Blooms have their own goal, and joining a Bloom gains one access to a new Sporebound power. Unlike most other powers, this power is not attached to the Sporebound’s Anchors.

Blooms can often seem to provide a Sporebound with even more meaning than their Clade can. For some Sporebound, a Hilum’s creation of a Bloom signifies that becoming a Hilum is the natural evolution of what a Sporebound is supposed to be. When pursuing the more radical edge of the Bloom, a Sporebound can usually find all the ingredients to becoming a Hilum themselves.

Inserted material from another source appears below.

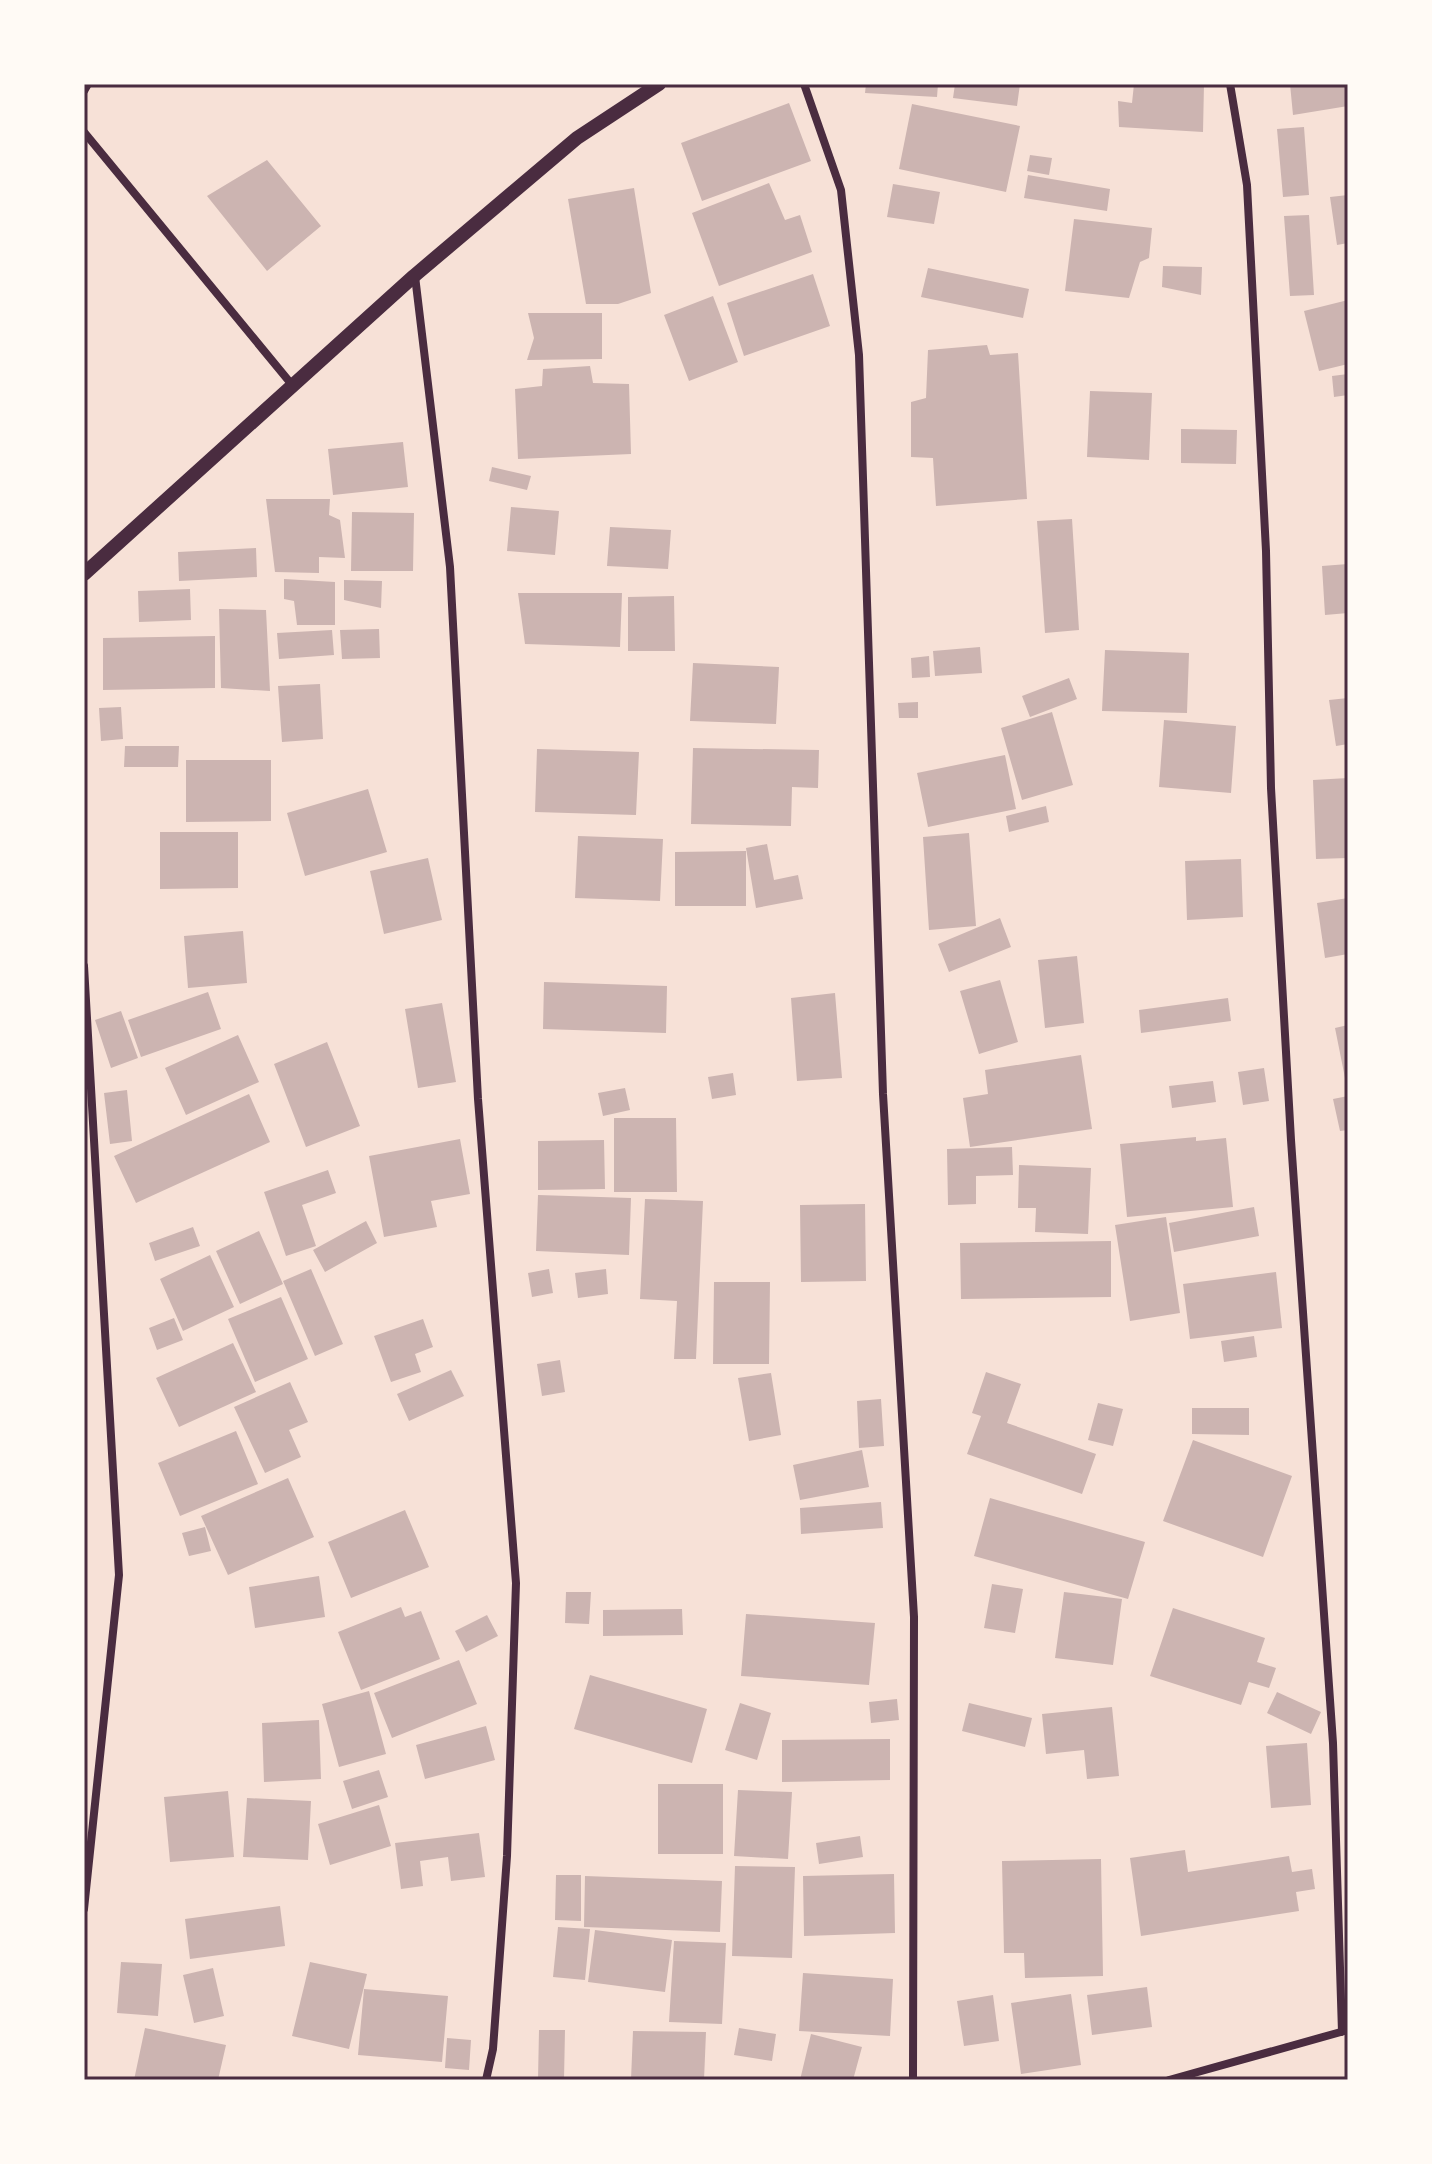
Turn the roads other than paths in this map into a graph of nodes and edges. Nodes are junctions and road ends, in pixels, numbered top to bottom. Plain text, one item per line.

A Sporebound is the Ship of Theseus - how many pieces of the original can you lose before you’re no longer the same person? A human person? Each crime, each killing, each act that pulls on your human morals pulls you away from them, and away from being human. It’s your Anchors that keep you connected, keep reminding you of why you’re fighting the Blight for the sake of humanity. The sooner you no longer care about humans, the sooner you will cease to be human.

Storytellers, if possible, should warn players who are getting dangerously close to losing their human connection and becoming Hilum … if the trajectory can be predicted. Sometimes it’s not straw, but lead bricks that break the camel’s back, sending the Sporebound tumbling from humanity.

When a Sporebound reaches the breaking point, Storytellers will give them a choice: become a Hilum, or try to claw back. If they try to stay human, they’ll need to spend multiple sessions attempting to repair their connection to their humanity, to their Anchors. During that time, the only thing that can refresh their card pool is a new session. If the Sporebound performs or accepts a Refresh, even once, before healing their connection, they will fall to a Hilum. The surge of Mycos energy will destroy what little humanity they had left.

PCs that are becoming Hilum get another choice - go out in a blaze of glory, or descend into the Undergrowth. The player can continue portraying their character for the rest of the session; afterwards, their character becomes a Hilum, and an NPC. They may later return as antagonists, or they may simply fade into the background of the Undergrowth. In some cases, they may someday return as the head of a Bloom.